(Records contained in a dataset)
▼▼▼

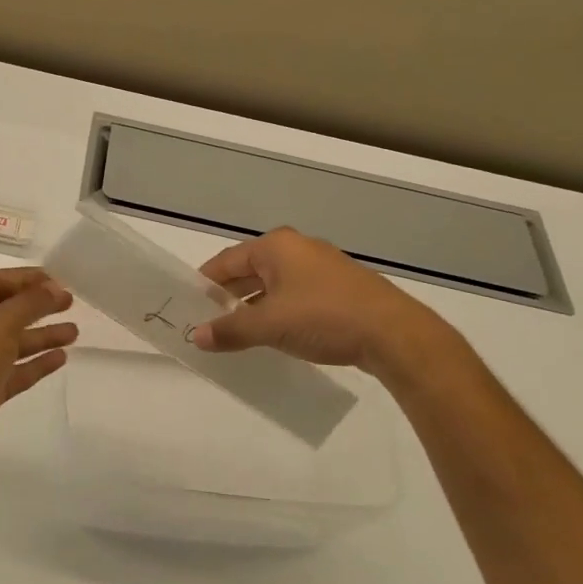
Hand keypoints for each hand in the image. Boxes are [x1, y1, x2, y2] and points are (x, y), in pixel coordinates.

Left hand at [0, 267, 76, 468]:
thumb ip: (30, 302)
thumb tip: (54, 287)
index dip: (26, 278)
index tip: (59, 280)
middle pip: (4, 310)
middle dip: (37, 306)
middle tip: (70, 303)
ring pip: (12, 342)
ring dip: (42, 335)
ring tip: (74, 332)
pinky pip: (14, 370)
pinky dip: (36, 363)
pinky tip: (61, 358)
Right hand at [188, 227, 448, 377]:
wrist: (395, 334)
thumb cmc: (323, 318)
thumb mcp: (268, 325)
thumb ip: (229, 330)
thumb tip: (196, 337)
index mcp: (276, 246)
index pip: (226, 261)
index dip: (204, 283)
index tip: (187, 305)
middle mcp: (297, 248)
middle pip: (249, 270)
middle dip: (228, 295)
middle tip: (207, 320)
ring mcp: (322, 266)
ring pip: (273, 284)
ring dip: (253, 305)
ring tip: (236, 331)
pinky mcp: (340, 287)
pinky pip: (295, 294)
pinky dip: (278, 310)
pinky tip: (275, 333)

▲▲▲

What is being asked:
Print the records above verbatim, pictures excluded.

Answer to this problem:
Hand keypoints for each hand in the image. Boxes are [x1, y1, x2, y2] and points are (x, y), in pixel coordinates.

Left hand at [0, 267, 76, 468]:
thumb ip: (30, 302)
thumb tip: (54, 287)
index dip: (26, 278)
index tip: (59, 280)
middle pip: (4, 310)
middle dip: (37, 306)
middle tip: (70, 303)
ring pip: (12, 342)
ring dip: (42, 335)
ring tip: (74, 332)
pinky pip: (14, 370)
pinky dip: (36, 363)
pinky tip: (61, 358)
Right hand at [188, 227, 448, 377]:
wrist: (395, 334)
thumb cmc: (323, 318)
thumb mcp: (268, 325)
thumb ip: (229, 330)
thumb tip: (196, 337)
index mcp: (276, 246)
index pip: (226, 261)
index dip: (204, 283)
index tip: (187, 305)
middle mcp: (297, 248)
middle pip: (249, 270)
middle dip: (228, 295)
middle tip: (207, 320)
ring mcp: (322, 266)
ring pip: (273, 284)
ring dip: (253, 305)
ring tip: (236, 331)
pinky mcp: (340, 287)
pinky pip: (295, 294)
pinky dip: (278, 310)
pinky tip: (275, 333)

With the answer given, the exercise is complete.